On May 24, 2011, the General Court adopted an interesting approach for assessing the similarity between two pharmaceuticals having different therapeutic indications.
The contested trademark E-PLEX specifically excluded medicines to combat diseases in connection with the central nervous system. The earlier opposed trademark EPILEX was registered for anti-epileptics. This is no surprise that the Court upheld these products as being similar regardless of their therapeutic indications given there remained all pharmaceutical preparations, aimed at treating health problems of the same consumers and could all be found in health centres and pharmacies. This is by the way in line with the main UE tendency (for instance in VETPHARMA / VEPRAMA ruled by the Board of Appeal in 2009).
But the Court adopts the same comparison process as per assessing the similarity between two signs: the Court found that, on the basis of a global approach, the similarities between the goods outweighed the differences.

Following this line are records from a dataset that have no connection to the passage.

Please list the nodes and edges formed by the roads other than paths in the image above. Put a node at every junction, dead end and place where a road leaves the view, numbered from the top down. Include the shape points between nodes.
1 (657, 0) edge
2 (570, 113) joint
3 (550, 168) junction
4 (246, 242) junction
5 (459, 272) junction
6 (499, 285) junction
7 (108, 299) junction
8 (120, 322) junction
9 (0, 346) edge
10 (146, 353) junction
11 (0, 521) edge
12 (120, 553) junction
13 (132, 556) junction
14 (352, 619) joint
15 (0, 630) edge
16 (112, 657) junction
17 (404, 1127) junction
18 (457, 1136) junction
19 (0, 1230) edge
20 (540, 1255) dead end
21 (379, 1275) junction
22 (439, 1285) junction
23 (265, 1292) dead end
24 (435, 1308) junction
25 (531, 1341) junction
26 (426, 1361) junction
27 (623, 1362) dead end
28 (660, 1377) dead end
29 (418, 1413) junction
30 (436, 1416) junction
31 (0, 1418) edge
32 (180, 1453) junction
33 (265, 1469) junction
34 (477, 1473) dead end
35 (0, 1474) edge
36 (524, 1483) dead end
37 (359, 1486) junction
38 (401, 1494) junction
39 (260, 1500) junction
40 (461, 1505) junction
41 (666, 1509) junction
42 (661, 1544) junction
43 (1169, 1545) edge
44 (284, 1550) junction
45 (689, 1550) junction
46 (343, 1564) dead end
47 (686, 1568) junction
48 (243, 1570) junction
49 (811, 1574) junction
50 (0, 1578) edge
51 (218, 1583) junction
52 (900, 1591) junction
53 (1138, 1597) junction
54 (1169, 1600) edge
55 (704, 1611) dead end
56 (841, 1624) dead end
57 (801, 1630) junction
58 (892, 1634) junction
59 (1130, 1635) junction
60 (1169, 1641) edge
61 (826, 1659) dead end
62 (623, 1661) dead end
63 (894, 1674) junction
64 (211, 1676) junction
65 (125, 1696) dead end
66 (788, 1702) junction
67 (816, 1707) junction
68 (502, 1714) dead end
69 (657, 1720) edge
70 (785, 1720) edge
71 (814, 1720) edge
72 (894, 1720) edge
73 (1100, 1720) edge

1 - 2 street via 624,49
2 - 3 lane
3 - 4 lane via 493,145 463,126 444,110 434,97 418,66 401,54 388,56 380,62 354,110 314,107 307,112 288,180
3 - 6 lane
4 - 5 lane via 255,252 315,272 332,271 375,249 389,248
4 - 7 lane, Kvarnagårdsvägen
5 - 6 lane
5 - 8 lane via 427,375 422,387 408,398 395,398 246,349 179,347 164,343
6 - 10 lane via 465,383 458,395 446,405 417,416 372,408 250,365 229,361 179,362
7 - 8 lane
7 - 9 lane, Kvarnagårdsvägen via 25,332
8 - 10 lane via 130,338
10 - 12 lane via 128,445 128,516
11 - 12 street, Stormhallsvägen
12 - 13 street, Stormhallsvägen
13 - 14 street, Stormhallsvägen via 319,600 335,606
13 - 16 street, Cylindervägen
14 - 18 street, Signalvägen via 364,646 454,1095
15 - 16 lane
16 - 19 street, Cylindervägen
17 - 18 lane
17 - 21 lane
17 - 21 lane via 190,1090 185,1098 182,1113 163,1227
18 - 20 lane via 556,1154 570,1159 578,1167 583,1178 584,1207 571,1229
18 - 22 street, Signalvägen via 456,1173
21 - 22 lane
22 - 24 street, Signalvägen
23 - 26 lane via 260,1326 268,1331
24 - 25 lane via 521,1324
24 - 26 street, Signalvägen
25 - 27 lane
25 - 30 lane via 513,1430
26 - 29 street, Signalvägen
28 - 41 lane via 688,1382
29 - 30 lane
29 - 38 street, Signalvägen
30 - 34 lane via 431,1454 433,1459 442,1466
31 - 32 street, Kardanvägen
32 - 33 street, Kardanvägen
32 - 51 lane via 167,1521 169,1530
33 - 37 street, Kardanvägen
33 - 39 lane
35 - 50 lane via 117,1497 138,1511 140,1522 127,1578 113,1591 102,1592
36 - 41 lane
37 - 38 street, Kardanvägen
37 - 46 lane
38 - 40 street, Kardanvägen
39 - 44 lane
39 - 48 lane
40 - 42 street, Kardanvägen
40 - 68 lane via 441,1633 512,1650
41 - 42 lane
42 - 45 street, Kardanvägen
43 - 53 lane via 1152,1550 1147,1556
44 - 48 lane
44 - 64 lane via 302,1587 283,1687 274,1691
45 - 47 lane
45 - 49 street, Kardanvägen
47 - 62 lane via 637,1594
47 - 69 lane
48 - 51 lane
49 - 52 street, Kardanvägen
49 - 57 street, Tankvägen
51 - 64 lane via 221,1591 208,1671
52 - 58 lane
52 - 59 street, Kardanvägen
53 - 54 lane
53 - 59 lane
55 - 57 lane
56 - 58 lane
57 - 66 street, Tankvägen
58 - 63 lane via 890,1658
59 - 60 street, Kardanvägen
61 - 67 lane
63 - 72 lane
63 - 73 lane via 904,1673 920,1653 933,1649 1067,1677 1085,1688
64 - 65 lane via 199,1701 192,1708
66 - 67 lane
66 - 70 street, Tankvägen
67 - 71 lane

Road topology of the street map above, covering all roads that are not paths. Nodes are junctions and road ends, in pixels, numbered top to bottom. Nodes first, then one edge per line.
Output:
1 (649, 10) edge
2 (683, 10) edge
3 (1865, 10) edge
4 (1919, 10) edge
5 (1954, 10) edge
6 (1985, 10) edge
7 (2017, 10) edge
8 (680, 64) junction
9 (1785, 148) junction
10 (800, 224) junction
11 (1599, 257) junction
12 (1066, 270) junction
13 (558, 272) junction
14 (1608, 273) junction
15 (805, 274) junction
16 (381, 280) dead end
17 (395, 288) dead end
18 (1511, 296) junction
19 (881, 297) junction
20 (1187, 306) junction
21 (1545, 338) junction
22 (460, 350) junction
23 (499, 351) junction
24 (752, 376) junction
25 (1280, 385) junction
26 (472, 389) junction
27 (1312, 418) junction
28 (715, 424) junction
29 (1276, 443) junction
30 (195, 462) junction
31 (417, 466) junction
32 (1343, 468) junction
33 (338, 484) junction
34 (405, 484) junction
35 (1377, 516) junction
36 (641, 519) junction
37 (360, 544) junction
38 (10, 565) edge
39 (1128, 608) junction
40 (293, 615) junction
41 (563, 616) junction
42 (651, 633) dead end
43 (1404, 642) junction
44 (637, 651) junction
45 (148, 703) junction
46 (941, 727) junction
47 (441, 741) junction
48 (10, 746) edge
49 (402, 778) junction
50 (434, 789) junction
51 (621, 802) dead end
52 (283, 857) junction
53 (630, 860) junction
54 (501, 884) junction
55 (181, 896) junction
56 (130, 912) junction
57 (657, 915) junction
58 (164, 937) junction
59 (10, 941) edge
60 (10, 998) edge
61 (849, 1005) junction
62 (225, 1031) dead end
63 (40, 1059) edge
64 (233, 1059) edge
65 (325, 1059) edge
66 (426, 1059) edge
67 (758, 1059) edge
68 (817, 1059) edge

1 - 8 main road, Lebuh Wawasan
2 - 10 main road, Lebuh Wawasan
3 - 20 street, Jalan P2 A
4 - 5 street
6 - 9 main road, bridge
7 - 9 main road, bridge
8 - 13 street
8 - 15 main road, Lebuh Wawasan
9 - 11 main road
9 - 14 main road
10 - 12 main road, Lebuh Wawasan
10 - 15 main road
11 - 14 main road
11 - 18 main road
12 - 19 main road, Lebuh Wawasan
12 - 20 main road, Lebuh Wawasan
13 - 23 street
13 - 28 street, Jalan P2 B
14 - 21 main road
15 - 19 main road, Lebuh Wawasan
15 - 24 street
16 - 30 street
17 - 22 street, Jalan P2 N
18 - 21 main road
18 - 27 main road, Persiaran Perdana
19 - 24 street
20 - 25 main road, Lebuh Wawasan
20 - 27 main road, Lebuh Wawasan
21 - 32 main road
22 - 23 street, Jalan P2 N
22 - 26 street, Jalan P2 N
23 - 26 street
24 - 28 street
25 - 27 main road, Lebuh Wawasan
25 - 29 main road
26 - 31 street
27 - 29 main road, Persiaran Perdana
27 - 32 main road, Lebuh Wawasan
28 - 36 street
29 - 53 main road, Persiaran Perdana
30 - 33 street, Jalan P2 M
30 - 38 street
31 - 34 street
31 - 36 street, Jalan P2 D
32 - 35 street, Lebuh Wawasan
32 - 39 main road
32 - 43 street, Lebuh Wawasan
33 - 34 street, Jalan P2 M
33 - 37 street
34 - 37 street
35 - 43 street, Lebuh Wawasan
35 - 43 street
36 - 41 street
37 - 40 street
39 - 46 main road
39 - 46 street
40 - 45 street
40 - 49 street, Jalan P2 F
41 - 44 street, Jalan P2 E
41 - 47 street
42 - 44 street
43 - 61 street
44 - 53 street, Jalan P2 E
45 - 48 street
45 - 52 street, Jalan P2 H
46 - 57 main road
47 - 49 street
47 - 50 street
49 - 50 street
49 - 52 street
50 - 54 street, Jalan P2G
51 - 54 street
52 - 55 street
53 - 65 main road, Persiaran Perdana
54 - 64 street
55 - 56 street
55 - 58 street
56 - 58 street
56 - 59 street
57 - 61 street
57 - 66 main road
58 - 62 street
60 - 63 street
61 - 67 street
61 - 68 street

With regards to the comparison of the signs, E-PLEX and EPILEX were regarded as being of medium visual and phonetic similarity. The Court concluded that a risk of confusion existed.
But what about the intellectual dimension with regards to the mark EPILEX covering anti-epileptics? Couldn’t the link between the radical EPIL(E) and these products have weighted more than this? Also the specific visual structure of E-PLEX is not mentioned in the decision which is a bit frustrating on all these points.